In his first major foreign policy statement, the Labour candidate for prime minister said he wanted to be “honest” with the public about the funding required to meet the commitment of spending 3.5% of GDP on defense by 2035.

Writing in The Times, Burnham stated that he wants investments to be channeled into “reinvigorating and industrializing the country,” supporting British jobs and British workers, rather than relying on equipment purchased from other nations.

Burnham argued that the UK must reduce its foreign dependence, adding that this is “vital for both our economic and national security” and declaring that the issue would be a central priority during his premiership.

Furthermore, while committing to closer relations with European countries on defense and security—specifically France and Germany—he promised to accelerate broader negotiations with the EU on economic security and combating “illegal migration.”

Burnham indicated that his government would continue to support international law and international institutions such as the UN.

The former Mayor of Greater Manchester said that “the global picture is growing increasingly dark” and that this uncertainty is hitting ordinary households, “revealing fundamental vulnerabilities in our society and our economy.”

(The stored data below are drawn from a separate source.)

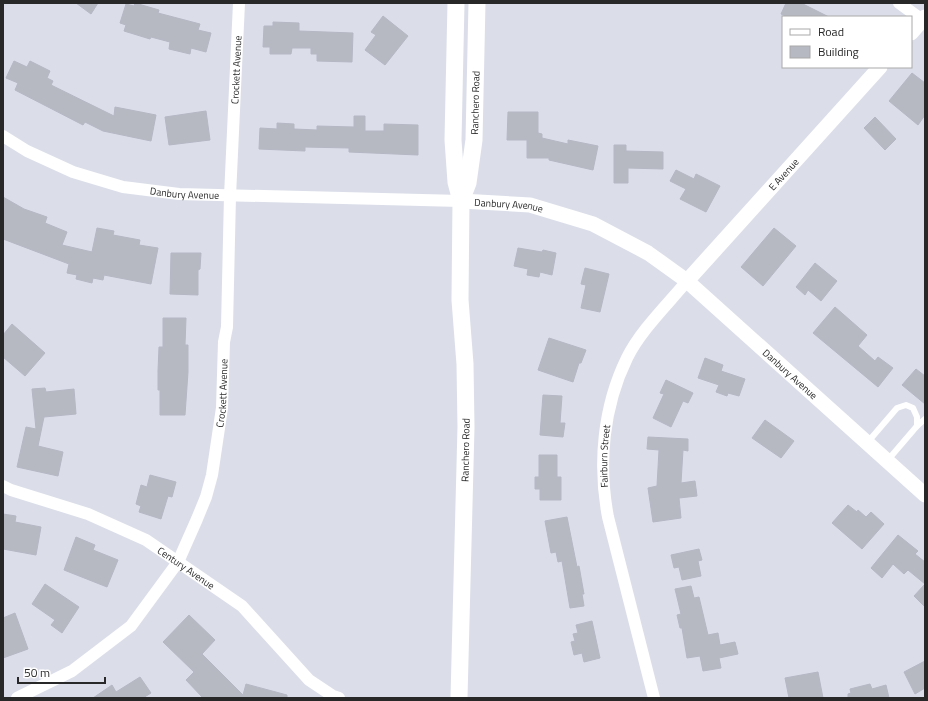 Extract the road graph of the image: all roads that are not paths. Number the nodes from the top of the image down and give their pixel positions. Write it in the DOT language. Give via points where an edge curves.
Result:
graph roads {
  1 [pos="239,3"];
  2 [pos="456,3"];
  3 [pos="477,3"];
  4 [pos="899,3"];
  5 [pos="924,19"];
  6 [pos="912,31"];
  7 [pos="879,68"];
  8 [pos="3,136"];
  9 [pos="230,196"];
  10 [pos="461,201"];
  11 [pos="687,281"];
  12 [pos="925,419"];
  13 [pos="917,426"];
  14 [pos="867,443"];
  15 [pos="887,461"];
  16 [pos="3,486"];
  17 [pos="925,495"];
  18 [pos="178,562"];
  19 [pos="17,698"];
  20 [pos="339,698"];
  21 [pos="459,698"];
  22 [pos="654,698"];
  1 -- 9 [label="street, Crockett Avenue"];
  2 -- 10 [label="main road, Ranchero Road" via="453,140 456,182"];
  3 -- 10 [label="main road, Ranchero Road" via="474,140 468,183"];
  4 -- 5 [label="street"];
  5 -- 6 [label="street"];
  7 -- 11 [label="street, E Avenue"];
  8 -- 9 [label="street, Danbury Avenue" via="27,151 73,172 124,187 179,194"];
  9 -- 10 [label="street, Danbury Avenue"];
  9 -- 18 [label="street, Crockett Avenue" via="227,327 212,475 206,497"];
  10 -- 11 [label="street, Danbury Avenue" via="530,205 593,224 648,253"];
  10 -- 21 [label="main road, Ranchero Road" via="460,300 466,427"];
  11 -- 14 [label="street, Danbury Avenue"];
  11 -- 22 [label="street, Fairburn Street" via="645,331 627,358 608,413 602,467 608,517"];
  12 -- 13 [label="lane"];
  13 -- 14 [label="lane" via="913,408 906,405 897,408"];
  13 -- 15 [label="lane"];
  14 -- 15 [label="street, Danbury Avenue"];
  15 -- 17 [label="street, Danbury Avenue"];
  16 -- 18 [label="street, Century Avenue" via="88,514 146,540"];
  18 -- 19 [label="street, Crockett Avenue" via="131,626 72,672"];
  18 -- 20 [label="street, Century Avenue" via="242,606 309,680"];
} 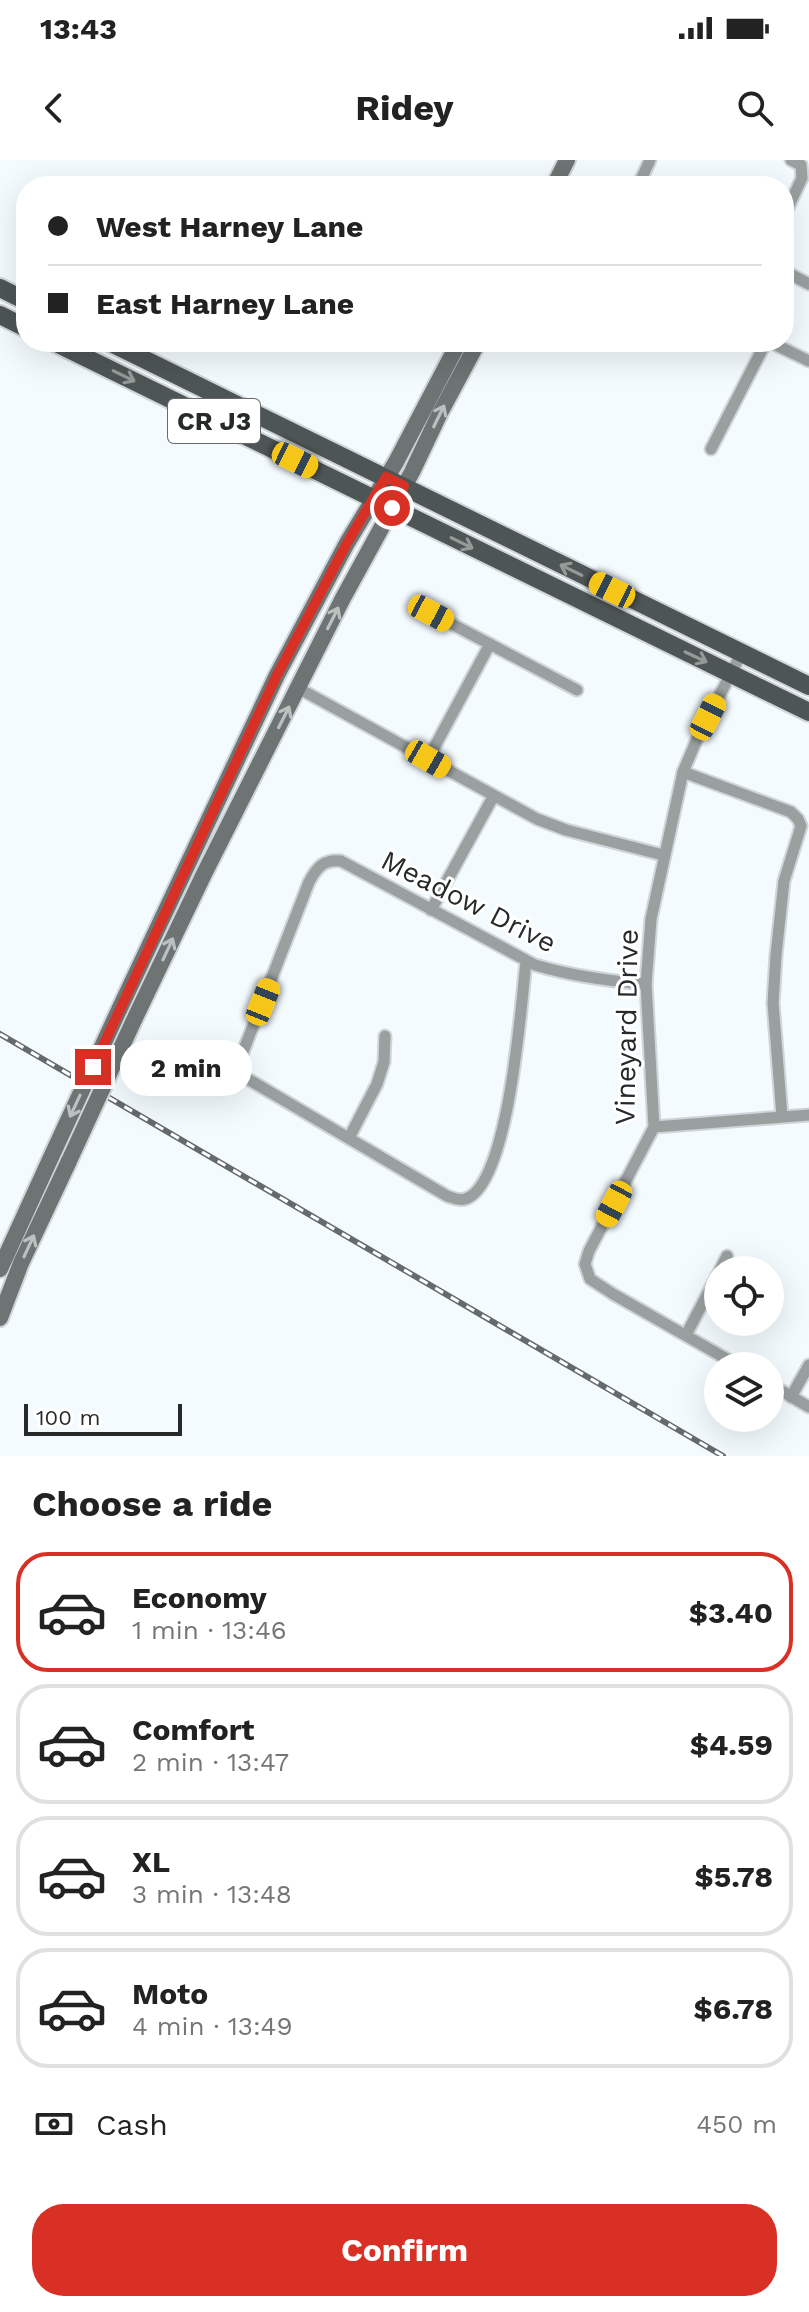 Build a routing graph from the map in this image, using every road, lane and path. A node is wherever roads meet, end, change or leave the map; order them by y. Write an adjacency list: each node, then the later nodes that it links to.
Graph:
1 (791, 160): 2 (street)
2 (794, 195)
3 (74, 352): 13 (main road, CR J3, one-way to 13)
4 (130, 352): 11 (main road, CR J3)
5 (454, 352): 11 (main road)
6 (473, 352): 12 (main road, one-way to 6)
7 (763, 352): 10 (street)
8 (790, 352): 9 (street)
9 (809, 361)
10 (711, 449)
11 (386, 477): 12 (main road, CR J3); 13 (main road)
12 (404, 486): 14 (main road); 17 (main road, CR J3, one-way to 12)
13 (374, 499): 14 (main road, CR J3); 35 (main road, one-way to 35, bridge)
14 (392, 508): 18 (main road, CR J3, one-way to 18); 20 (main road, one-way to 14)
15 (431, 613): 16 (street)
16 (490, 644): 21 (street); 23 (street)
17 (741, 654): 18 (street, Vineyard Drive); 19 (main road, CR J3)
18 (731, 673): 22 (main road, CR J3); 24 (street, Vineyard Drive)
19 (809, 686)
20 (298, 688): 23 (street); 35 (main road, one-way to 20, bridge)
21 (577, 690)
22 (809, 712)
23 (428, 759): 25 (street)
24 (683, 772): 26 (street, Vineyard Drive); 32 (street)
25 (493, 797): 26 (street); 27 (street)
26 (663, 855): 29 (street, Vineyard Drive)
27 (431, 910): 28 (street, Meadow Drive); 34 (street, Meadow Drive)
28 (526, 962): 29 (street, Meadow Drive); 34 (street)
29 (646, 984): 33 (street, Vineyard Drive)
30 (385, 1036): 34 (street)
31 (809, 1115): 32 (street)
32 (782, 1116): 33 (street)
33 (654, 1127): 39 (street, Vineyard Drive)
34 (349, 1138)
35 (61, 1157): 36 (main road); 38 (main road, one-way to 35)
36 (0, 1269)
37 (704, 1301): 39 (street)
38 (0, 1318)
39 (686, 1335): 40 (street)
40 (715, 1352)
41 (809, 1365): 43 (street)
42 (784, 1393): 43 (street)
43 (791, 1397): 44 (street)
44 (809, 1407)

Burnham made the statement as outgoing Prime Minister Keir Starmer met with other NATO leaders, including Donald Trump, at a summit in Ankara.

Burnham said the UK must “go further than ever before” by implementing a defense investment plan that commits the government to raising defense spending to 3.5% of GDP by 2035, up from the current level of 2.56%.

Burnham said:

“It is a correct step to rebuild our hard power for a new era that is very different from when much of our current military equipment was first designed. Most importantly, in doing so, I want to ensure we are supporting British workers and businesses. This means we must go much further than ever before to support British resilience through the defense investment plan; we must use the sustainable increase in defense investment not only to provide the equipment our armed forces need, but also to generate economic growth and create apprenticeship programs and jobs in communities where opportunities have diminished.”

Noting that they would focus on “reducing foreign dependence, securing inward investment, and establishing new industrial partnerships with our allies,” Burnham declared that reindustrialization through defense and other sectors is “vital” for both economic and national security, “enhancing resilience everywhere,” and would be a fundamental priority for him.

Burnham stated that he wanted to be “more open” with the public regarding how defense spending is allocated, saying:

“I want to see more detailed and publicly available progress reports containing greater transparency and accountability, so that we can tackle cost overruns or delays before they spin out of control. Our increased investments must be paired with increased scrutiny.”

Burnham also confirmed that Jonathan Powell would continue in his role as national security adviser, adding that he wanted to have “the best and most experienced advisers on national security.”